The important observation - as Jörg has stated - such “instructions”
generated at compile time are not actually “real” RISC5 instruction,
i.e. they never hit the RISC5 processor at execution time.

Instead, they are first embedded in a fixup chain in M.rsc at *compile*
time (hence the need for the last field that holds the displacement
between 2 instructions in the chain) and “fixed up” by the loader
(Modules.Load) to obtain an “executable” RISC5 instruction.

Once the module has been loaded, only “correct” RISC5 exist
in the code section starting at mod.code at run time.

All this is explained in section 6.3. on p.81 of the book Project Oberon
at https://people.inf.ethz.ch/wirth/ProjectOberon/PO.System.pdf

Once one gets this idea, one can play with this and do (almost?)
anything with an “instruction” at compile time *so long as* one
makes sure that the loader can still extract enough information
data from it in order to replace it with a “real” RISC5 instruction.

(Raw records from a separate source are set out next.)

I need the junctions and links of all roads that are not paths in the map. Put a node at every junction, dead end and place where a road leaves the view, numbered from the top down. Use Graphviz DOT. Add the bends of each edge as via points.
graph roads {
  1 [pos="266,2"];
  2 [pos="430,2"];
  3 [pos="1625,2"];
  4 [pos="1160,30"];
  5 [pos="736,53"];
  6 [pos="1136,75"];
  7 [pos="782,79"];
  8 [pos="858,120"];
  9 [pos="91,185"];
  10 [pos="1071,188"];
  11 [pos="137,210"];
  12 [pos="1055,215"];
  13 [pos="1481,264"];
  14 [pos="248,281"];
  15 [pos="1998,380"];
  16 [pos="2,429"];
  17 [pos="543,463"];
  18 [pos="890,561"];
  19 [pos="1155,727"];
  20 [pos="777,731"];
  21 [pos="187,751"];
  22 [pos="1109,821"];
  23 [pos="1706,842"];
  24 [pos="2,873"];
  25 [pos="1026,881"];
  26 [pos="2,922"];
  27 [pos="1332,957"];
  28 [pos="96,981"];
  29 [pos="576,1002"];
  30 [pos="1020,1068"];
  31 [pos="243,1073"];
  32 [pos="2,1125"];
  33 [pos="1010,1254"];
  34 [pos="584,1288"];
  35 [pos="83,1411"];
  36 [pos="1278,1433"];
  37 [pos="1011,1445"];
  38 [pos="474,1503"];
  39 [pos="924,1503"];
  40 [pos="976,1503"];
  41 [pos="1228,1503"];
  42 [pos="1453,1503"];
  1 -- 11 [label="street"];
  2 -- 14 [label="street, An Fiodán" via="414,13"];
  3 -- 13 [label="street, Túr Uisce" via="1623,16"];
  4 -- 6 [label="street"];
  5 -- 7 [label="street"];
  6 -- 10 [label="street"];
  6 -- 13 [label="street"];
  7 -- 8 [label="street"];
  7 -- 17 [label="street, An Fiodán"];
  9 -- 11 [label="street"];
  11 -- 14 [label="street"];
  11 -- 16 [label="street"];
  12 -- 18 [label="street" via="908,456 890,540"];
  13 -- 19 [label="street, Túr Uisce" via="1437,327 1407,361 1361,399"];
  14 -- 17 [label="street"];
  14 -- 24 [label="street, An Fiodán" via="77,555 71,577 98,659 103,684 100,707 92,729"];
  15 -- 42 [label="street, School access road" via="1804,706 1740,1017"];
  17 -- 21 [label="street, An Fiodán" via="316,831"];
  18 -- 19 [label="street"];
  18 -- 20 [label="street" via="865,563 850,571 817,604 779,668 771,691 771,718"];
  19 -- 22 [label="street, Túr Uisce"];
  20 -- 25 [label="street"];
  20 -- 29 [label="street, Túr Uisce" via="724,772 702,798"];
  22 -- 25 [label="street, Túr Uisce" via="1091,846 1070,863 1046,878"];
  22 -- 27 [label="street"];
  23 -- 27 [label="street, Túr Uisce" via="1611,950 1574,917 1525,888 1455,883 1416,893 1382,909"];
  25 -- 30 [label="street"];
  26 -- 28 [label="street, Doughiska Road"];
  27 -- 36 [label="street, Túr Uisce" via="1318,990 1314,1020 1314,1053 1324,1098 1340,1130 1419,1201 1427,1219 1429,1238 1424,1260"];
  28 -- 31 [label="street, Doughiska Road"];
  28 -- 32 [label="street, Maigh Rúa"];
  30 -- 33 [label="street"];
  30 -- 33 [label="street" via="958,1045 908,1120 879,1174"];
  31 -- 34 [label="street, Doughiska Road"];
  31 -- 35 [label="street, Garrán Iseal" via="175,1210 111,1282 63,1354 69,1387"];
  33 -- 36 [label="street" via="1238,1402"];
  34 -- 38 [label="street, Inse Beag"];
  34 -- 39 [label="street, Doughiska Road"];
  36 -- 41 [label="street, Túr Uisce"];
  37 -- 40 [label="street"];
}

In most cases, it’s simply about finding the “right” compromise in the
number of bits used to encode the various parts of the “instruction”
generated at compile time (and to be fixed up at module load time).

For example, if one chooses a compile-time encoding like

    | BL (4) | mno (6) | pno (8) | pc-fixorgP (14) | 

one would obtain:

    max mno = 63
    max pno = 255
    max disp = 2^14-1 = 16K-1 words

i.e. this compile-time instruction would not only allow importing
up to 63 (instead of just 15) modules and exporting up to 255
procedures, but would also increase the maximum displacement
between two BL instructions in the fixup chain to 2^14-1 = 16K
words (instead of 2^12 = 8K words). Given that the array
ORG.code holds only 8K words, this would eliminate the need
for an extra check in ORG.Call whether a fixup is actually
possible (i.e. the statement IF pc-fixorgP < 1000H THEN...).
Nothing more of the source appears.